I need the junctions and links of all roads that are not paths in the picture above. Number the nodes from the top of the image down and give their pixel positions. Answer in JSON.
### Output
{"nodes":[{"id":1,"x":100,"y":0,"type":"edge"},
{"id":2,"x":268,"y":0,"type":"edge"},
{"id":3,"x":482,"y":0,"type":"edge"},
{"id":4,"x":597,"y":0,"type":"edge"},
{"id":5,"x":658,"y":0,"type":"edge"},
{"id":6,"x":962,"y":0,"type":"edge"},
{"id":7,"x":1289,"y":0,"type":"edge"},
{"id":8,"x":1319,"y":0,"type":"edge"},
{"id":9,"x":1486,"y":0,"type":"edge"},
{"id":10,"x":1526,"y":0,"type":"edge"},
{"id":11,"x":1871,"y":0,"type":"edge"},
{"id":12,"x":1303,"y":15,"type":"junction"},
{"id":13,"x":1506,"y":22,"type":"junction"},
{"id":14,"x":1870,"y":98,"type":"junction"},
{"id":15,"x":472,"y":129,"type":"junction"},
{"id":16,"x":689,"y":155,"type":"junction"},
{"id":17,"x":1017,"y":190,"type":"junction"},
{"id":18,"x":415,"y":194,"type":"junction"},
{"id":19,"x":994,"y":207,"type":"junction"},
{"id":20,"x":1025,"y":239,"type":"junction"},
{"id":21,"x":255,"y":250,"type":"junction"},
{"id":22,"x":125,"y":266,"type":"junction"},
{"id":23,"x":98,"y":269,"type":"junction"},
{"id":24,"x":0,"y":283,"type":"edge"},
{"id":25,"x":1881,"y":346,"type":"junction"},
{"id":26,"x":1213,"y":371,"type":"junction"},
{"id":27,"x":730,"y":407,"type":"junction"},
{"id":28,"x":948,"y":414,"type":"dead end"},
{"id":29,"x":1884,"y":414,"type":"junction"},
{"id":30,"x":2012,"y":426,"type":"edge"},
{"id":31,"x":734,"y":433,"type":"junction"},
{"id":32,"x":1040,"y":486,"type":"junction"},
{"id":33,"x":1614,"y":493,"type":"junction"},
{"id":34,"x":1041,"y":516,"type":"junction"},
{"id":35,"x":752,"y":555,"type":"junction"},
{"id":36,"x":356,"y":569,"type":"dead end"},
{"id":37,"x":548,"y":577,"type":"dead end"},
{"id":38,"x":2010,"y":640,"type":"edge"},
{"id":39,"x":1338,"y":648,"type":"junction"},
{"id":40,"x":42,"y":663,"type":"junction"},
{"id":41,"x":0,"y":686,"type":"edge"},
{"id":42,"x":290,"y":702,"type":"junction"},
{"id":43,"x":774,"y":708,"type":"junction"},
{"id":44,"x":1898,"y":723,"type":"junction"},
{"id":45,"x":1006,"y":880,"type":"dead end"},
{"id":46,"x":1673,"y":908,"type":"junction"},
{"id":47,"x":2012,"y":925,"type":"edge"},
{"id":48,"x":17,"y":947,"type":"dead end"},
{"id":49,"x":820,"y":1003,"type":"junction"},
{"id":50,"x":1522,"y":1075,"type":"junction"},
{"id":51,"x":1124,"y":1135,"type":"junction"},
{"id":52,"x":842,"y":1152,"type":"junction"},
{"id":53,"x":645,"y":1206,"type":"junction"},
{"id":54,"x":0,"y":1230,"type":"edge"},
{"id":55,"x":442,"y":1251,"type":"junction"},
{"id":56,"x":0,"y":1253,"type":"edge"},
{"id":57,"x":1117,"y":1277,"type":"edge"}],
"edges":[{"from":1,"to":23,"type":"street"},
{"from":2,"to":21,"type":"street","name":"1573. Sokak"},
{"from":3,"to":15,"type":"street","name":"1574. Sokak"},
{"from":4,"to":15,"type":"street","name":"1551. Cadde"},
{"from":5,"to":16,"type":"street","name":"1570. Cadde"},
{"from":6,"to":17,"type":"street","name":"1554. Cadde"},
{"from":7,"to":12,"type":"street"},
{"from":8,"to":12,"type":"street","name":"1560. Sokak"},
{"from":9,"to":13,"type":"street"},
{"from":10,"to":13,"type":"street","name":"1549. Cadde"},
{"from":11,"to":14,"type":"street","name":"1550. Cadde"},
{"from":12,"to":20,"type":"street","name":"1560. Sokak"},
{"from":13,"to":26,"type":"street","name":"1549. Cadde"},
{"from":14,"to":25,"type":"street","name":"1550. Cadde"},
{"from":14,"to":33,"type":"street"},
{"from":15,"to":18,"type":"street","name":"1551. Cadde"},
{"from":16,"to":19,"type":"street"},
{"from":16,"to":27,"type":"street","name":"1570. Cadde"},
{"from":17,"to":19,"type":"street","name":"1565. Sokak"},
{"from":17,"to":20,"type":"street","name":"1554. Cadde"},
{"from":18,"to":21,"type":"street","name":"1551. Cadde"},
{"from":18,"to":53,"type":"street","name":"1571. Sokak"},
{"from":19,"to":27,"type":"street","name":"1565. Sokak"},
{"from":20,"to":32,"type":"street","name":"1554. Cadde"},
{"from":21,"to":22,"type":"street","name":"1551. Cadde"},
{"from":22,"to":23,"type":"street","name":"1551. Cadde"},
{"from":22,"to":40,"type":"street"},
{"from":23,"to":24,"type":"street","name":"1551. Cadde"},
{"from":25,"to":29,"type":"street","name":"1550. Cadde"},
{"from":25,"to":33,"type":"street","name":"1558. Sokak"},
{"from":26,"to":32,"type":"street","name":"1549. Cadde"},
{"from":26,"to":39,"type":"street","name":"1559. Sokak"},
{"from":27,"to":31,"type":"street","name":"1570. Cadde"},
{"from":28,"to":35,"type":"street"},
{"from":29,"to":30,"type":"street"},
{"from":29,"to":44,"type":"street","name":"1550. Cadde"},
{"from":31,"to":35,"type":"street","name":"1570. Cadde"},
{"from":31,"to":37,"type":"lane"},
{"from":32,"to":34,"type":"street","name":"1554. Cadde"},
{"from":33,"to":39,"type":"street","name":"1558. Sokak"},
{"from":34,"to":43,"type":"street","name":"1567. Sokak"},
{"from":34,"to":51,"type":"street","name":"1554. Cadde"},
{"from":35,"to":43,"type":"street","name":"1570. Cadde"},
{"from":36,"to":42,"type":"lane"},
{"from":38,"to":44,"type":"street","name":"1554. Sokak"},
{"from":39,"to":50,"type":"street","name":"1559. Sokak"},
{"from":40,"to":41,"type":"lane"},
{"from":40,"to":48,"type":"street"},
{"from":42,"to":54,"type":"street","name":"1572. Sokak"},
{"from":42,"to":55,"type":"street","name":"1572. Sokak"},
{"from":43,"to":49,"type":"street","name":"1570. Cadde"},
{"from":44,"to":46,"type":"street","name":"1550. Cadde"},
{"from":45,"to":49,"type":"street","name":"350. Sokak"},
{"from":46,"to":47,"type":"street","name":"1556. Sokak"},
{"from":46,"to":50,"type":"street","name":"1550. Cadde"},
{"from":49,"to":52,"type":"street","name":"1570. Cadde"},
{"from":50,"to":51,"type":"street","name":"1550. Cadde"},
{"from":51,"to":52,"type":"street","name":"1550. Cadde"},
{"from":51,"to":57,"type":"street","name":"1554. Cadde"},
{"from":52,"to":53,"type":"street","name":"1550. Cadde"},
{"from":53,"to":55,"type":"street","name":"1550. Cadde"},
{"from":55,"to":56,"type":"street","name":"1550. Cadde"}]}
★ ★ ★ ★ ★
* _Task to carry out_:
Search the material above for the word "nodes", and return each line that holds it.

* _Exercise output_:
I need the junctions and links of all roads that are not paths in the picture above. Number the nodes from the top of the image down and give their pixel positions. Answer in JSON.
{"nodes":[{"id":1,"x":100,"y":0,"type":"edge"},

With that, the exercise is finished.